== RECORDS SUPPLIED ==
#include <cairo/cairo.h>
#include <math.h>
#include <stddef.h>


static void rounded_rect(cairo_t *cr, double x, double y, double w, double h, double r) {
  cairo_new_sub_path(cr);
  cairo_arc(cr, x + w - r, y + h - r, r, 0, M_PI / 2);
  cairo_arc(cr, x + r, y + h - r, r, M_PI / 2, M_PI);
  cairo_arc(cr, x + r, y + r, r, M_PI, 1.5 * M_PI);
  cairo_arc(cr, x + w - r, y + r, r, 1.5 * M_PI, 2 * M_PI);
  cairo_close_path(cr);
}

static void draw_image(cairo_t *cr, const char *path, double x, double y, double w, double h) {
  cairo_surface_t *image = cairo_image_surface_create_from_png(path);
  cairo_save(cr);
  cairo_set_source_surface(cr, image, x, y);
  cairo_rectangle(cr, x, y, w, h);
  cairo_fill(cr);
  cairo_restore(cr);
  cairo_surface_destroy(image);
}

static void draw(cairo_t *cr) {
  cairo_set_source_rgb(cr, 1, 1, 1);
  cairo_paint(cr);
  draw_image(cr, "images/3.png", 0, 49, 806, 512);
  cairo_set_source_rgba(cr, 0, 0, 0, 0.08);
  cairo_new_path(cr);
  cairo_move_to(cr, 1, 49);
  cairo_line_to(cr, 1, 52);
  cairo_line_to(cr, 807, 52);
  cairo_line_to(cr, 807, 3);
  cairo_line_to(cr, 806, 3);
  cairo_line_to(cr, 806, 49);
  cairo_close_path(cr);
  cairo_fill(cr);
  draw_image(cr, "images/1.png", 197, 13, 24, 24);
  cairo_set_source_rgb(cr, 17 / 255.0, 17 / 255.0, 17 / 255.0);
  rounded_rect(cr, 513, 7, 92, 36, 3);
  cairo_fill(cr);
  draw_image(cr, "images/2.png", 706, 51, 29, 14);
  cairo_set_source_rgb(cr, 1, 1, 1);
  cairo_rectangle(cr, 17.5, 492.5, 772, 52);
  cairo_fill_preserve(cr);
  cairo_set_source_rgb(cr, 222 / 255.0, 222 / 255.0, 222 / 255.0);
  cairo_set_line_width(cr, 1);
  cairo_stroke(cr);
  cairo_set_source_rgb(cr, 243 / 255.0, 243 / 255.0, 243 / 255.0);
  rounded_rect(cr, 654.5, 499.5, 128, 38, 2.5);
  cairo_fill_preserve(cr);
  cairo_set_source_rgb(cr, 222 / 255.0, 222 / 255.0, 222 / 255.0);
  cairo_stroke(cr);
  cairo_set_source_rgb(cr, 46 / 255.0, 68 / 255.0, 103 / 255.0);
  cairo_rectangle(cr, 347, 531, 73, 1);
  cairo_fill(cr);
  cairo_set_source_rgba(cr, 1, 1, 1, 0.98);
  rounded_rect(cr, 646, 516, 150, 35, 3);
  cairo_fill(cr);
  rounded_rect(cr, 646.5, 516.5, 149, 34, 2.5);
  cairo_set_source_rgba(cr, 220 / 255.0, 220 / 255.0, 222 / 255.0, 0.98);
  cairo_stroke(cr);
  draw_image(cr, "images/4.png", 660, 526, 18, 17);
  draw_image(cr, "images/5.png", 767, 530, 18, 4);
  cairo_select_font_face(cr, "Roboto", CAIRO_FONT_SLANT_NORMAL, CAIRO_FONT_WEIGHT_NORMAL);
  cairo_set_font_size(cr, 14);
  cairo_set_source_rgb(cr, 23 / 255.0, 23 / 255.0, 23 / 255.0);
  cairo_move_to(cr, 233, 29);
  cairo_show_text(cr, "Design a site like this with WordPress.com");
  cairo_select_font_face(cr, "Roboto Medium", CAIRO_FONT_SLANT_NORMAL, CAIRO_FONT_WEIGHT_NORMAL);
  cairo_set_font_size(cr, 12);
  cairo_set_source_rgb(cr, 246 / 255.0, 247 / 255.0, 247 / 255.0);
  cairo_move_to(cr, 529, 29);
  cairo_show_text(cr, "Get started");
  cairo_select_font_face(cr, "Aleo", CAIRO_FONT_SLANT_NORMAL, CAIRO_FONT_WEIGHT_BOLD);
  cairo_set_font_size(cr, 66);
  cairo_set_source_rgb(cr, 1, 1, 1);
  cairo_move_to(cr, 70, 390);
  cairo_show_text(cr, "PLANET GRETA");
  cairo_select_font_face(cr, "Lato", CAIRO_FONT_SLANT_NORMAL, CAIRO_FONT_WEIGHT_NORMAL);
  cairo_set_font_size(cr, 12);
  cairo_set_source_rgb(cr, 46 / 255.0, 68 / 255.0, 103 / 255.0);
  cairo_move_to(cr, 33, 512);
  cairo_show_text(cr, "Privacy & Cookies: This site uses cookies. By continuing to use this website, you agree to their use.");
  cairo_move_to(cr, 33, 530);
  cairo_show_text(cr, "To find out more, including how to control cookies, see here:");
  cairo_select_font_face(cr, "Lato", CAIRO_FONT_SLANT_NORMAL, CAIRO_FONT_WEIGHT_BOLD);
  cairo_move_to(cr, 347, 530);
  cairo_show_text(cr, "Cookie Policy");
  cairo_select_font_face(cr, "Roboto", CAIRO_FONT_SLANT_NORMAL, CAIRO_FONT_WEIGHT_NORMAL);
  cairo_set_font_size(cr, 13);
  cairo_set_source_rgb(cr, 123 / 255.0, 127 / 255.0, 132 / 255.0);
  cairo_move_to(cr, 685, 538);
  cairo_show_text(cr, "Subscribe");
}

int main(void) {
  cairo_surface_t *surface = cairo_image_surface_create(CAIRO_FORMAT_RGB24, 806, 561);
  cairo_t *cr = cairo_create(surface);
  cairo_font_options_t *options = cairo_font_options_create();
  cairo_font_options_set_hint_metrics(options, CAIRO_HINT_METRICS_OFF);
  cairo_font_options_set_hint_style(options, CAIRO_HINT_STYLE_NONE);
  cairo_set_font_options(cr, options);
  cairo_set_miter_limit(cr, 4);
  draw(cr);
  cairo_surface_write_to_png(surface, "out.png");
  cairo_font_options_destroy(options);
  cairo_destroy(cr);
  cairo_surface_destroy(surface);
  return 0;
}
===
• **WORK INSTRUCTIONS**:
Your task is to show every line of the listing above containing "double".

• **PROBLEM SOLUTION**:
static void rounded_rect(cairo_t *cr, double x, double y, double w, double h, double r) {
static void draw_image(cairo_t *cr, const char *path, double x, double y, double w, double h) {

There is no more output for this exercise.